* _PROBLEM TO WORK ON_:
Every line below is to be quoted exactly, with nothing added or dropped.
------ SUPPLIED RECORDS
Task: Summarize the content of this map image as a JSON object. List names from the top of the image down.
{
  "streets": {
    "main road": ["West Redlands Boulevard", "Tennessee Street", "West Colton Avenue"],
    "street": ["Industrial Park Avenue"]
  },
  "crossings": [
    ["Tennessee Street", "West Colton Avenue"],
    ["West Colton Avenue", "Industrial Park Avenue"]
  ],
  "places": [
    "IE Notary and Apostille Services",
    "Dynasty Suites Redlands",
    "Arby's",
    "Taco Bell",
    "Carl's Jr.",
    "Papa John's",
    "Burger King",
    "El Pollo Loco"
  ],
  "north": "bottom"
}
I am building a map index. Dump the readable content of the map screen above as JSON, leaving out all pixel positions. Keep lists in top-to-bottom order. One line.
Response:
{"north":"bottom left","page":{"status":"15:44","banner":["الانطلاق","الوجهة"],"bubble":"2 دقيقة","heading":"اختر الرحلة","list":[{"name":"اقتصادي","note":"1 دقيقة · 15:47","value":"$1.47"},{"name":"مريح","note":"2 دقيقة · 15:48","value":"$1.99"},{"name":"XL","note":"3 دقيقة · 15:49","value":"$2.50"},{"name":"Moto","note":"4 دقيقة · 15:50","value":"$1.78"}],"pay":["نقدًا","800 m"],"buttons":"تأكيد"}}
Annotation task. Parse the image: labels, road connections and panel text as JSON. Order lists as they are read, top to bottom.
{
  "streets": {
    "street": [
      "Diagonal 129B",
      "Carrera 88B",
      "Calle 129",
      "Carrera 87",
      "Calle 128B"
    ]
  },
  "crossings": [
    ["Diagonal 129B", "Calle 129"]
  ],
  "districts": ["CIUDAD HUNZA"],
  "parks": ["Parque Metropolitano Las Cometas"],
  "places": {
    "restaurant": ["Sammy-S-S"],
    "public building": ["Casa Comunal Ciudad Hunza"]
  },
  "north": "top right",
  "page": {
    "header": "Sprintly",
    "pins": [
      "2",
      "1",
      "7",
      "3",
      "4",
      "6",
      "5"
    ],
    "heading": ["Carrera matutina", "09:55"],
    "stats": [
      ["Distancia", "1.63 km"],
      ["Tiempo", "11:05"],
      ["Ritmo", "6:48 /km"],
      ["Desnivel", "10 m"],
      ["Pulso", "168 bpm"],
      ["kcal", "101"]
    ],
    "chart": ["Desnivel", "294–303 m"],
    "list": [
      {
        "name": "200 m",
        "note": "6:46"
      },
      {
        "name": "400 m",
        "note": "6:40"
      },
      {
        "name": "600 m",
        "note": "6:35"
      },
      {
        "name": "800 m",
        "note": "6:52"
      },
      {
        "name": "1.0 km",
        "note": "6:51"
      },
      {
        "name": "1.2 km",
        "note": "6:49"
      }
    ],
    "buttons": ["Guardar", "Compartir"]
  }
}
------------
* _RESULT OF THE TASK_:
Task: Summarize the content of this map image as a JSON object. List names from the top of the image down.
{
  "streets": {
    "main road": ["West Redlands Boulevard", "Tennessee Street", "West Colton Avenue"],
    "street": ["Industrial Park Avenue"]
  },
  "crossings": [
    ["Tennessee Street", "West Colton Avenue"],
    ["West Colton Avenue", "Industrial Park Avenue"]
  ],
  "places": [
    "IE Notary and Apostille Services",
    "Dynasty Suites Redlands",
    "Arby's",
    "Taco Bell",
    "Carl's Jr.",
    "Papa John's",
    "Burger King",
    "El Pollo Loco"
  ],
  "north": "bottom"
}
I am building a map index. Dump the readable content of the map screen above as JSON, leaving out all pixel positions. Keep lists in top-to-bottom order. One line.
Response:
{"north":"bottom left","page":{"status":"15:44","banner":["الانطلاق","الوجهة"],"bubble":"2 دقيقة","heading":"اختر الرحلة","list":[{"name":"اقتصادي","note":"1 دقيقة · 15:47","value":"$1.47"},{"name":"مريح","note":"2 دقيقة · 15:48","value":"$1.99"},{"name":"XL","note":"3 دقيقة · 15:49","value":"$2.50"},{"name":"Moto","note":"4 دقيقة · 15:50","value":"$1.78"}],"pay":["نقدًا","800 m"],"buttons":"تأكيد"}}
Annotation task. Parse the image: labels, road connections and panel text as JSON. Order lists as they are read, top to bottom.
{
  "streets": {
    "street": [
      "Diagonal 129B",
      "Carrera 88B",
      "Calle 129",
      "Carrera 87",
      "Calle 128B"
    ]
  },
  "crossings": [
    ["Diagonal 129B", "Calle 129"]
  ],
  "districts": ["CIUDAD HUNZA"],
  "parks": ["Parque Metropolitano Las Cometas"],
  "places": {
    "restaurant": ["Sammy-S-S"],
    "public building": ["Casa Comunal Ciudad Hunza"]
  },
  "north": "top right",
  "page": {
    "header": "Sprintly",
    "pins": [
      "2",
      "1",
      "7",
      "3",
      "4",
      "6",
      "5"
    ],
    "heading": ["Carrera matutina", "09:55"],
    "stats": [
      ["Distancia", "1.63 km"],
      ["Tiempo", "11:05"],
      ["Ritmo", "6:48 /km"],
      ["Desnivel", "10 m"],
      ["Pulso", "168 bpm"],
      ["kcal", "101"]
    ],
    "chart": ["Desnivel", "294–303 m"],
    "list": [
      {
        "name": "200 m",
        "note": "6:46"
      },
      {
        "name": "400 m",
        "note": "6:40"
      },
      {
        "name": "600 m",
        "note": "6:35"
      },
      {
        "name": "800 m",
        "note": "6:52"
      },
      {
        "name": "1.0 km",
        "note": "6:51"
      },
      {
        "name": "1.2 km",
        "note": "6:49"
      }
    ],
    "buttons": ["Guardar", "Compartir"]
  }
}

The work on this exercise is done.